(GOAL OF THE EXERCISE)
Return the records that follow, unchanged and complete.

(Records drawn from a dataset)
_ _ _ _ _ _ _

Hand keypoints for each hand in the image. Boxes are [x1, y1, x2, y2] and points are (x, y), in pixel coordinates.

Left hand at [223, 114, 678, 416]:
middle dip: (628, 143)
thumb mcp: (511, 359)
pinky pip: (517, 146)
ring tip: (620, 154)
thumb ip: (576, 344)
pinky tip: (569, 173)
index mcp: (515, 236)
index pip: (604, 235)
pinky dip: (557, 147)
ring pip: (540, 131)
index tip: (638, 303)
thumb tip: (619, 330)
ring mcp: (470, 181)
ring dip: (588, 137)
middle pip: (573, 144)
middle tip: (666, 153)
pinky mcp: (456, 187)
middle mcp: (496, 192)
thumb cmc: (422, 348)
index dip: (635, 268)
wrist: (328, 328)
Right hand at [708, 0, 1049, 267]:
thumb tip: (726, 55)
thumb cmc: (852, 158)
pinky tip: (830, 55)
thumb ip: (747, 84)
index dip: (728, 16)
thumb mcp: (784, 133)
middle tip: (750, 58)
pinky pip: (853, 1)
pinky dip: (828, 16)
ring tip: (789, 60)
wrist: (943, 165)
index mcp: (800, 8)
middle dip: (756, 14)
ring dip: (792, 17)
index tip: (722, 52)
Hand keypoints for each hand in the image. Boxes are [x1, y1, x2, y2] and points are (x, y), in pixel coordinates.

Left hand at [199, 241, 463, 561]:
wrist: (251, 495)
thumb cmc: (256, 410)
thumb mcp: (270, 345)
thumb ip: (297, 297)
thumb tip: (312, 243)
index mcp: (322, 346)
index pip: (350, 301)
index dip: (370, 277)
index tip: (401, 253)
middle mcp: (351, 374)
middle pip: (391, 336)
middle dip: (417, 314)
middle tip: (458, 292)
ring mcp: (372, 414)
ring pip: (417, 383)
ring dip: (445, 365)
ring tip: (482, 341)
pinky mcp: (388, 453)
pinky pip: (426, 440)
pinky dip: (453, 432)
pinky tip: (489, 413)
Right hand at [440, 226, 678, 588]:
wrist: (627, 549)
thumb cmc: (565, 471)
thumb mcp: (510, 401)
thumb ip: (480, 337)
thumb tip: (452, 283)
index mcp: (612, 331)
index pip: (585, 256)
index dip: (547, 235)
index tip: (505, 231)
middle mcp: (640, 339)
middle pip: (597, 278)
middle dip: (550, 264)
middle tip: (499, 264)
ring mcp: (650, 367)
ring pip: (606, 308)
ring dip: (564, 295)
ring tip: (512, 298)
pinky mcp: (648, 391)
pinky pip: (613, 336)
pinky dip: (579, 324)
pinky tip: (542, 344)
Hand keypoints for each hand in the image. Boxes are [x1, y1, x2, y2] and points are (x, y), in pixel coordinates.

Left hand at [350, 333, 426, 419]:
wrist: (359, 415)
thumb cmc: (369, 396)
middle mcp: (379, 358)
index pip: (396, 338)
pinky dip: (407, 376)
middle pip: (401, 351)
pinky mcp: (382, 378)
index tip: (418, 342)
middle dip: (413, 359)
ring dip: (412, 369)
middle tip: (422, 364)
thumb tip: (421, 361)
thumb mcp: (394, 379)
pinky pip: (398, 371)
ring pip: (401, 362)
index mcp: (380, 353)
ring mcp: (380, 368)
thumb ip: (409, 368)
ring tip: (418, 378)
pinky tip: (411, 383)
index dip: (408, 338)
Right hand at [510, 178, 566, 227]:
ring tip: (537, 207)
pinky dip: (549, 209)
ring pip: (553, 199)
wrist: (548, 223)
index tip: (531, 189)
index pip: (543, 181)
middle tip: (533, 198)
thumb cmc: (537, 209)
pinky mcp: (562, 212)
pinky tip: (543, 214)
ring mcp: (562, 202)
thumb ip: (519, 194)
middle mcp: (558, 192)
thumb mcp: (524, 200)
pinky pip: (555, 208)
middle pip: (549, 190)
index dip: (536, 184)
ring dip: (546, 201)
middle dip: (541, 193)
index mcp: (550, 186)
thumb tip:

_ _ _ _ _ _ _

(EXPECTED ANSWER)
Hand keypoints for each hand in the image. Boxes are [x1, y1, x2, y2] and points are (x, y), in pixel coordinates.

Left hand at [223, 114, 678, 416]:
middle dip: (628, 143)
thumb mcp: (511, 359)
pinky pip: (517, 146)
ring tip: (620, 154)
thumb ip: (576, 344)
pinky tip: (569, 173)
index mcp: (515, 236)
index pip: (604, 235)
pinky dip: (557, 147)
ring pip: (540, 131)
index tip: (638, 303)
thumb tip: (619, 330)
ring mcp: (470, 181)
ring dip: (588, 137)
middle pip: (573, 144)
middle tip: (666, 153)
pinky mcp: (456, 187)
middle mcp: (496, 192)
thumb cmc: (422, 348)
index dip: (635, 268)
wrist: (328, 328)
Right hand at [708, 0, 1049, 267]:
thumb tip: (726, 55)
thumb cmc: (852, 158)
pinky tip: (830, 55)
thumb ip: (747, 84)
index dip: (728, 16)
thumb mcp: (784, 133)
middle tip: (750, 58)
pinky pip: (853, 1)
pinky dip: (828, 16)
ring tip: (789, 60)
wrist: (943, 165)
index mcp: (800, 8)
middle dip: (756, 14)
ring dip: (792, 17)
index tip: (722, 52)
Hand keypoints for each hand in the image. Boxes are [x1, y1, x2, y2] and points are (x, y), in pixel coordinates.

Left hand at [199, 241, 463, 561]:
wrist: (251, 495)
thumb cmc: (256, 410)
thumb mcp: (270, 345)
thumb ip: (297, 297)
thumb tip: (312, 243)
index mcp: (322, 346)
index pip: (350, 301)
index dip: (370, 277)
index tip: (401, 253)
middle mcp: (351, 374)
middle pip: (391, 336)
middle dip: (417, 314)
middle tip: (458, 292)
ring mcp: (372, 414)
ring pip: (417, 383)
ring dip: (445, 365)
ring tip: (482, 341)
pinky mcp: (388, 453)
pinky pip: (426, 440)
pinky dip: (453, 432)
pinky tip: (489, 413)
Right hand at [440, 226, 678, 588]:
wrist: (627, 549)
thumb cmc: (565, 471)
thumb mcp: (510, 401)
thumb ip: (480, 337)
thumb tip: (452, 283)
index mcp: (612, 331)
index pip: (585, 256)
index dip: (547, 235)
index tip: (505, 231)
middle mcp: (640, 339)
middle pip: (597, 278)
middle dip: (550, 264)
middle tip: (499, 264)
ring mcp: (650, 367)
ring pip: (606, 308)
ring dip: (564, 295)
ring tip: (512, 298)
pinky mcp: (648, 391)
pinky pip: (613, 336)
pinky dip: (579, 324)
pinky tip: (542, 344)
Hand keypoints for each hand in the image. Boxes are [x1, y1, x2, y2] and points are (x, y), in pixel coordinates.

Left hand at [350, 333, 426, 419]:
wrist: (359, 415)
thumb cmc: (369, 396)
middle mcp: (379, 358)
index pip: (396, 338)
pinky dip: (407, 376)
middle pip: (401, 351)
pinky mcp: (382, 378)
index tip: (418, 342)
middle dip: (413, 359)
ring dip: (412, 369)
middle tip: (422, 364)
thumb tip: (421, 361)
thumb mcp: (394, 379)
pinky pip: (398, 371)
ring pip: (401, 362)
index mcp: (380, 353)
ring mcp: (380, 368)
thumb ip: (409, 368)
ring tip: (418, 378)
pinky tip: (411, 383)
index dip: (408, 338)
Right hand at [510, 178, 566, 227]:
ring tip: (537, 207)
pinky dip: (549, 209)
ring pip: (553, 199)
wrist: (548, 223)
index tip: (531, 189)
index pip: (543, 181)
middle tip: (533, 198)
thumb cmc: (537, 209)
pinky mcp: (562, 212)
pinky tip: (543, 214)
ring mcp: (562, 202)
thumb ip: (519, 194)
middle mcp: (558, 192)
thumb mcp: (524, 200)
pinky pip: (555, 208)
middle pip: (549, 190)
index dip: (536, 184)
ring dip: (546, 201)
middle dip: (541, 193)
index mcp: (550, 186)
thumb tip:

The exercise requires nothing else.